**Records excerpted from a collection**

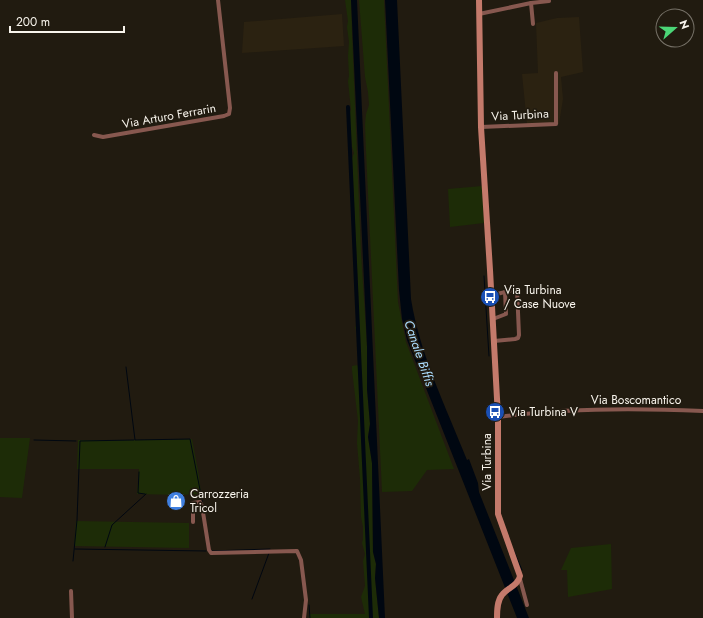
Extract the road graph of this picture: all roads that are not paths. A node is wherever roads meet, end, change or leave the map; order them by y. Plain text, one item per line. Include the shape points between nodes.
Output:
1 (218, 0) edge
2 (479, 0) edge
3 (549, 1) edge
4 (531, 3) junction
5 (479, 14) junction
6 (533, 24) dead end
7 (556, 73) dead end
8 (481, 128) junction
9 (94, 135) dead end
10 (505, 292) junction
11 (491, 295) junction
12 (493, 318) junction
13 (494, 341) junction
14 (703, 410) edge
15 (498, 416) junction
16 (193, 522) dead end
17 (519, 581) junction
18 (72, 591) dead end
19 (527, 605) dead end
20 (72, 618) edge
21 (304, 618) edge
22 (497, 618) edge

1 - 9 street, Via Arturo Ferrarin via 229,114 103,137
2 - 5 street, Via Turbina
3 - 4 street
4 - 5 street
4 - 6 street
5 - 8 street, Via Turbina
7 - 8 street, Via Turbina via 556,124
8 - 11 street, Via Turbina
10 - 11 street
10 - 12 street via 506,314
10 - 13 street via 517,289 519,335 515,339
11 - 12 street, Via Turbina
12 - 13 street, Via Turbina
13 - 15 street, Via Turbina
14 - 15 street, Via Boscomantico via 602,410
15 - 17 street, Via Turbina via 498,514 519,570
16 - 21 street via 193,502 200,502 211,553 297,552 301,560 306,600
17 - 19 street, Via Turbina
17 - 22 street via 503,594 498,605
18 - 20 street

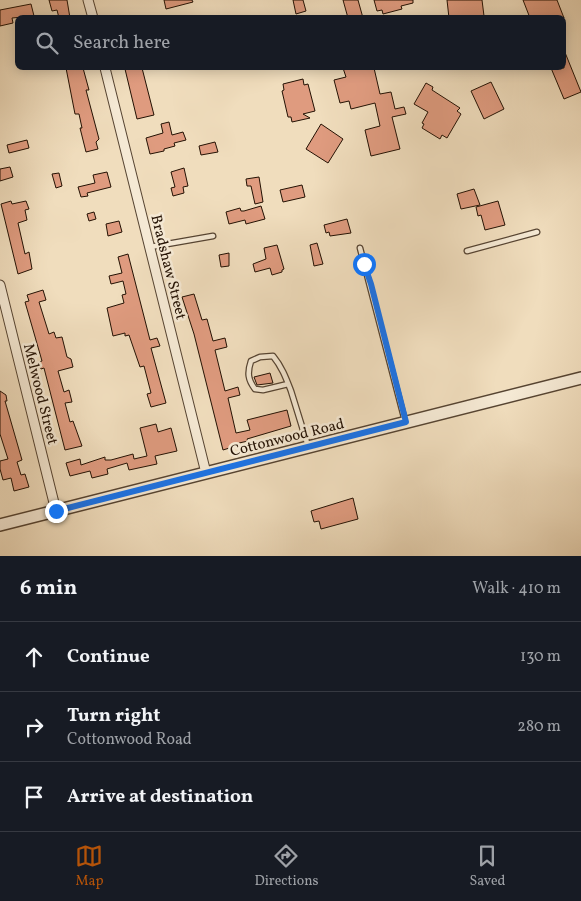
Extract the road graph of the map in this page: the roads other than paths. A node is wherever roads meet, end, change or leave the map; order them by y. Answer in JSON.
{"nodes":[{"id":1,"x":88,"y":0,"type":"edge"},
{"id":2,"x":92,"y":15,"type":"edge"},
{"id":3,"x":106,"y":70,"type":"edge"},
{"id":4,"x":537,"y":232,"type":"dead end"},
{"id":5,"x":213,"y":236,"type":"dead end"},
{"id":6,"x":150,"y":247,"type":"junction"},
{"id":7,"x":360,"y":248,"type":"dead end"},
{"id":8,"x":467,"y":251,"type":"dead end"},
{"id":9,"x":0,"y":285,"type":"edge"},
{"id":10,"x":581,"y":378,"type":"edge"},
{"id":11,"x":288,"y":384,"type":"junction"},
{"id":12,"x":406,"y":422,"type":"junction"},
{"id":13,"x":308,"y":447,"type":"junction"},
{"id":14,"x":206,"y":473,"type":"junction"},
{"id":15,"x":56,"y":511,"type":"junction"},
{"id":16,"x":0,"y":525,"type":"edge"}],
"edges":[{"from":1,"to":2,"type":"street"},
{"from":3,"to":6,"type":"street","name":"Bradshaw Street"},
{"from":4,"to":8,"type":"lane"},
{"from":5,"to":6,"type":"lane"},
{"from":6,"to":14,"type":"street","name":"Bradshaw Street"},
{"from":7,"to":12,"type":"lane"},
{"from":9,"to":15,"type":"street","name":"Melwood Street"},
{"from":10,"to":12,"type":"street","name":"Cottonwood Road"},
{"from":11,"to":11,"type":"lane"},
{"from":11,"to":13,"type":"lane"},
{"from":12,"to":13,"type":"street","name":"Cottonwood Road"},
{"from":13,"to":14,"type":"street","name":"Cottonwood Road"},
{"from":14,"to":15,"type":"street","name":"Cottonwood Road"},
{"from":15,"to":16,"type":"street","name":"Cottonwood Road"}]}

**Task goal**
Transcribe the records above exactly, skipping pictures.

**Exercise response**
Extract the road graph of this picture: all roads that are not paths. A node is wherever roads meet, end, change or leave the map; order them by y. Plain text, one item per line. Include the shape points between nodes.
Output:
1 (218, 0) edge
2 (479, 0) edge
3 (549, 1) edge
4 (531, 3) junction
5 (479, 14) junction
6 (533, 24) dead end
7 (556, 73) dead end
8 (481, 128) junction
9 (94, 135) dead end
10 (505, 292) junction
11 (491, 295) junction
12 (493, 318) junction
13 (494, 341) junction
14 (703, 410) edge
15 (498, 416) junction
16 (193, 522) dead end
17 (519, 581) junction
18 (72, 591) dead end
19 (527, 605) dead end
20 (72, 618) edge
21 (304, 618) edge
22 (497, 618) edge

1 - 9 street, Via Arturo Ferrarin via 229,114 103,137
2 - 5 street, Via Turbina
3 - 4 street
4 - 5 street
4 - 6 street
5 - 8 street, Via Turbina
7 - 8 street, Via Turbina via 556,124
8 - 11 street, Via Turbina
10 - 11 street
10 - 12 street via 506,314
10 - 13 street via 517,289 519,335 515,339
11 - 12 street, Via Turbina
12 - 13 street, Via Turbina
13 - 15 street, Via Turbina
14 - 15 street, Via Boscomantico via 602,410
15 - 17 street, Via Turbina via 498,514 519,570
16 - 21 street via 193,502 200,502 211,553 297,552 301,560 306,600
17 - 19 street, Via Turbina
17 - 22 street via 503,594 498,605
18 - 20 street

Extract the road graph of the map in this page: the roads other than paths. A node is wherever roads meet, end, change or leave the map; order them by y. Answer in JSON.
{"nodes":[{"id":1,"x":88,"y":0,"type":"edge"},
{"id":2,"x":92,"y":15,"type":"edge"},
{"id":3,"x":106,"y":70,"type":"edge"},
{"id":4,"x":537,"y":232,"type":"dead end"},
{"id":5,"x":213,"y":236,"type":"dead end"},
{"id":6,"x":150,"y":247,"type":"junction"},
{"id":7,"x":360,"y":248,"type":"dead end"},
{"id":8,"x":467,"y":251,"type":"dead end"},
{"id":9,"x":0,"y":285,"type":"edge"},
{"id":10,"x":581,"y":378,"type":"edge"},
{"id":11,"x":288,"y":384,"type":"junction"},
{"id":12,"x":406,"y":422,"type":"junction"},
{"id":13,"x":308,"y":447,"type":"junction"},
{"id":14,"x":206,"y":473,"type":"junction"},
{"id":15,"x":56,"y":511,"type":"junction"},
{"id":16,"x":0,"y":525,"type":"edge"}],
"edges":[{"from":1,"to":2,"type":"street"},
{"from":3,"to":6,"type":"street","name":"Bradshaw Street"},
{"from":4,"to":8,"type":"lane"},
{"from":5,"to":6,"type":"lane"},
{"from":6,"to":14,"type":"street","name":"Bradshaw Street"},
{"from":7,"to":12,"type":"lane"},
{"from":9,"to":15,"type":"street","name":"Melwood Street"},
{"from":10,"to":12,"type":"street","name":"Cottonwood Road"},
{"from":11,"to":11,"type":"lane"},
{"from":11,"to":13,"type":"lane"},
{"from":12,"to":13,"type":"street","name":"Cottonwood Road"},
{"from":13,"to":14,"type":"street","name":"Cottonwood Road"},
{"from":14,"to":15,"type":"street","name":"Cottonwood Road"},
{"from":15,"to":16,"type":"street","name":"Cottonwood Road"}]}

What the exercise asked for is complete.